Discovery of RP-1664: A First-in-Class Orally Bioavailable, Selective PLK4 Inhibitor

Abstract

PLK4 is a cell cycle-regulated kinase important for the biogenesis of centrioles and is known to be synthetically lethal with TRIM37 gene amplification. Previous attempts to inhibit PLK4 have been hampered by selectivity or ADME liabilities. The known inhibitor Centrinone B, while potent and selective, is metabolically unstable and lacks oral bioavailability.

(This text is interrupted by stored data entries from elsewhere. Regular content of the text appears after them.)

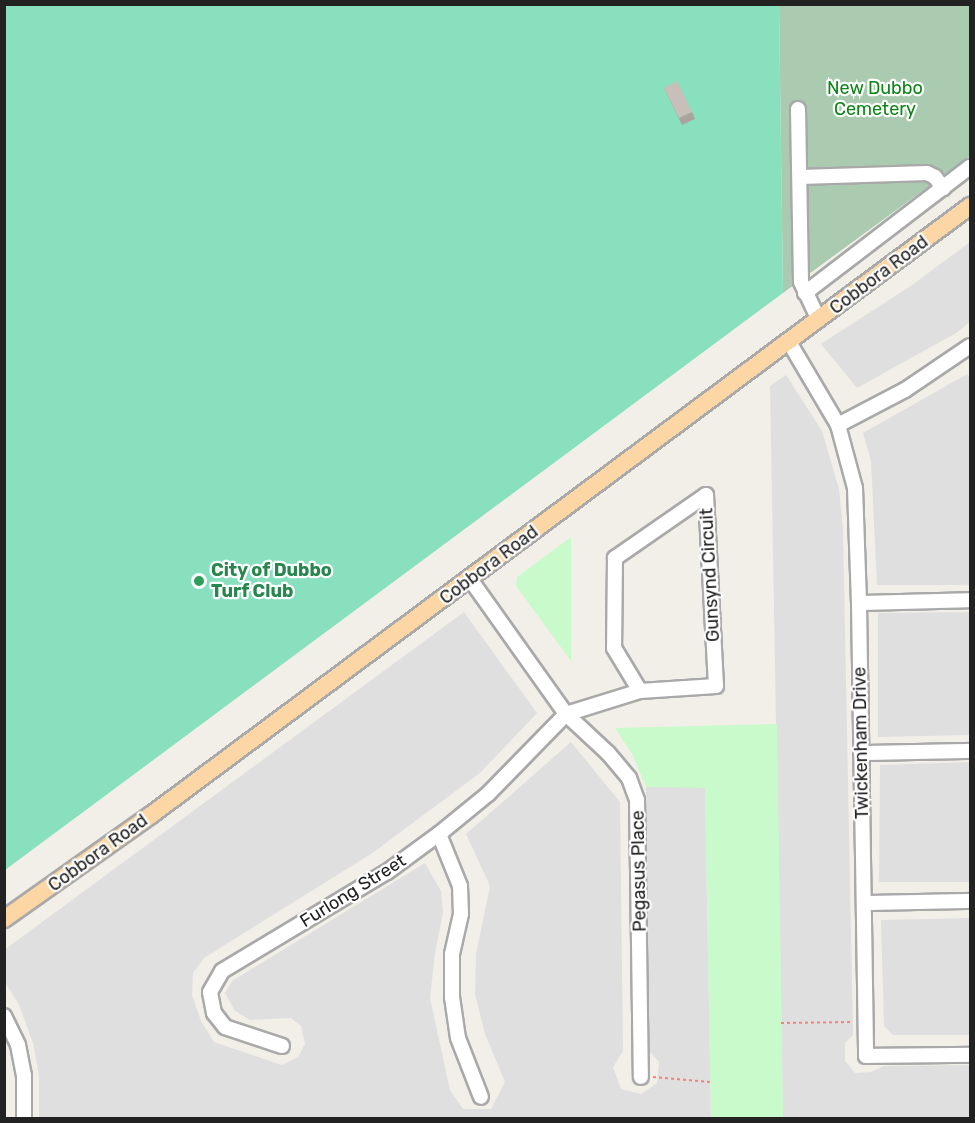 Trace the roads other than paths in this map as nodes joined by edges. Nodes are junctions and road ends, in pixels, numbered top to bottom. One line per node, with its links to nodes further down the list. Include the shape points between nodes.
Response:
1 (798, 109): 3 (street)
2 (970, 167): 4 (street)
3 (800, 177): 4 (street, via 927,173); 6 (street, via 801,282)
4 (943, 188): 6 (street)
5 (970, 206): 7 (main road, Cobbora Road)
6 (805, 293): 7 (street)
7 (819, 320): 8 (main road, Cobbora Road)
8 (789, 342): 10 (street, Twickenham Drive); 11 (main road, Cobbora Road)
9 (970, 346): 10 (street, via 905,390)
10 (838, 425): 13 (street, Twickenham Drive, via 855,488)
11 (470, 579): 15 (street, Pegasus Place); 21 (main road, Cobbora Road)
12 (970, 600): 13 (street)
13 (859, 603): 17 (street, Twickenham Drive)
14 (640, 691): 14 (street, Gunsynd Circuit, via 716,686 706,495 615,558 614,648); 15 (street, Gunsynd Circuit)
15 (566, 714): 18 (street, Furlong Street, via 488,794); 25 (street, Pegasus Place, via 629,778 638,800)
16 (970, 751): 17 (street)
17 (861, 753): 20 (street, Twickenham Drive)
18 (439, 834): 23 (street, Furlong Street, via 387,872 222,971 210,992 214,1013 225,1027); 26 (street, via 460,886 461,914 452,954 452,997 458,1038)
19 (970, 901): 20 (street)
20 (864, 903): 24 (street, Twickenham Drive, via 866,1056)
21 (4, 919)
22 (4, 1016): 27 (street, via 18,1046 24,1075)
23 (282, 1046)
24 (970, 1055)
25 (641, 1077)
26 (481, 1097)
27 (24, 1119) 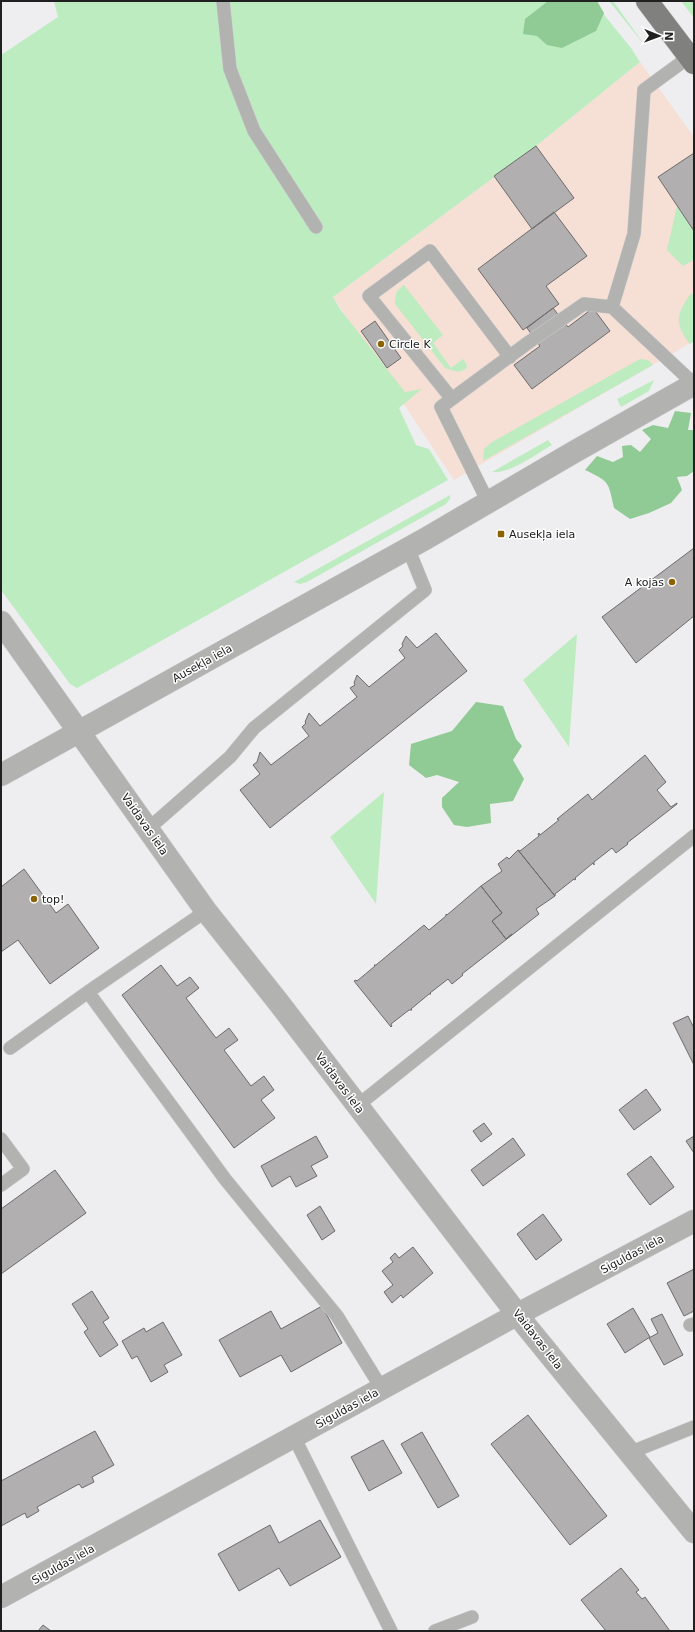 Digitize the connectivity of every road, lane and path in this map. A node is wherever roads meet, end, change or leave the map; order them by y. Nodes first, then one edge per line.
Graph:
1 (223, 1) edge
2 (647, 1) edge
3 (692, 60) edge
4 (316, 227) dead end
5 (612, 307) junction
6 (510, 357) junction
7 (694, 384) edge
8 (452, 399) junction
9 (488, 502) junction
10 (408, 548) junction
11 (1, 622) edge
12 (79, 731) junction
13 (1, 775) edge
14 (148, 829) junction
15 (694, 836) edge
16 (206, 911) junction
17 (88, 992) junction
18 (10, 1048) dead end
19 (357, 1106) junction
20 (1, 1139) edge
21 (1, 1185) edge
22 (694, 1221) edge
23 (518, 1314) junction
24 (382, 1389) junction
25 (694, 1426) edge
26 (294, 1437) junction
27 (629, 1453) junction
28 (694, 1532) edge
29 (1, 1597) edge
30 (472, 1617) dead end
31 (391, 1631) edge
32 (435, 1631) edge

1 - 4 lane
2 - 3 main road
3 - 5 lane
5 - 6 lane
5 - 7 lane
6 - 8 lane
6 - 8 lane
7 - 9 street, Ausekļa iela
8 - 9 lane
9 - 10 street, Ausekļa iela
10 - 12 street, Ausekļa iela
10 - 14 lane
11 - 12 street, Vaidavas iela
12 - 13 street, Ausekļa iela
12 - 14 street, Vaidavas iela
14 - 16 street, Vaidavas iela
15 - 19 lane
16 - 17 lane
16 - 19 street, Vaidavas iela
17 - 18 lane
17 - 24 lane
19 - 23 street, Vaidavas iela
20 - 21 lane
22 - 23 street, Siguldas iela
23 - 24 street, Siguldas iela
23 - 27 street, Vaidavas iela
24 - 26 street, Siguldas iela
25 - 27 lane
26 - 29 street, Siguldas iela
26 - 31 lane
27 - 28 street, Vaidavas iela
30 - 32 lane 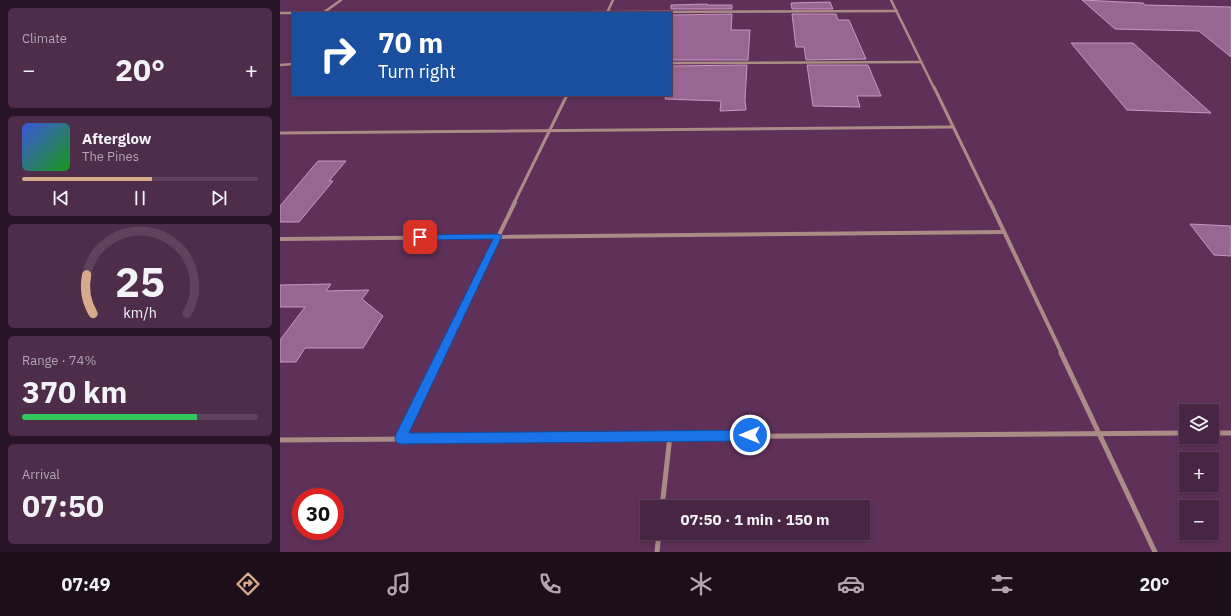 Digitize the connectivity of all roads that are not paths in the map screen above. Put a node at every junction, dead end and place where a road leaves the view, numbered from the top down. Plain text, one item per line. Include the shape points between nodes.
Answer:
1 (341, 0) edge
2 (613, 0) edge
3 (891, 0) edge
4 (897, 11) junction
5 (324, 12) edge
6 (607, 12) edge
7 (280, 13) edge
8 (292, 13) edge
9 (672, 13) edge
10 (921, 62) junction
11 (672, 63) edge
12 (280, 64) edge
13 (292, 64) edge
14 (567, 96) edge
15 (952, 127) junction
16 (550, 130) junction
17 (280, 133) edge
18 (1004, 232) junction
19 (498, 236) junction
20 (280, 239) edge
21 (1098, 433) junction
22 (1179, 433) edge
23 (1219, 433) edge
24 (1231, 433) edge
25 (670, 436) junction
26 (400, 438) junction
27 (280, 440) edge
28 (663, 500) edge
29 (658, 540) edge
30 (657, 552) edge
31 (1155, 552) edge

1 - 5 street
2 - 6 street
3 - 4 street
4 - 9 street
4 - 10 street
7 - 8 street
10 - 11 street
10 - 15 street
12 - 13 street
14 - 16 street
15 - 16 street
15 - 18 street
16 - 17 street
16 - 19 street
18 - 19 street
18 - 21 street
19 - 20 street
19 - 26 street
21 - 22 street
21 - 25 street
21 - 31 street
23 - 24 street
25 - 26 street
25 - 28 street
26 - 27 street
29 - 30 street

Assisted by structure-based drug design (SBDD), dramatic improvements in potency, selectivity and ADME properties were made to this structure, resulting in the identification of RP-1664, a potent inhibitor of PLK4 with an excellent pharmacokinetic profile in preclinical species. Kinome profiling demonstrated exquisite selectivity over related kinases, including AURKA/B and PLK1. RP-1664 disrupts centriole biogenesis in cancer cells, modulates pharmacodynamic readouts of PLK4 activity in xenograft tumor tissues, and is efficacious in multiple TRIM37-amplified xenograft models. This first-in-class clinical candidate is currently being evaluated in Phase 1 clinical trials (NCT06232408) for treatment of advanced solid tumors.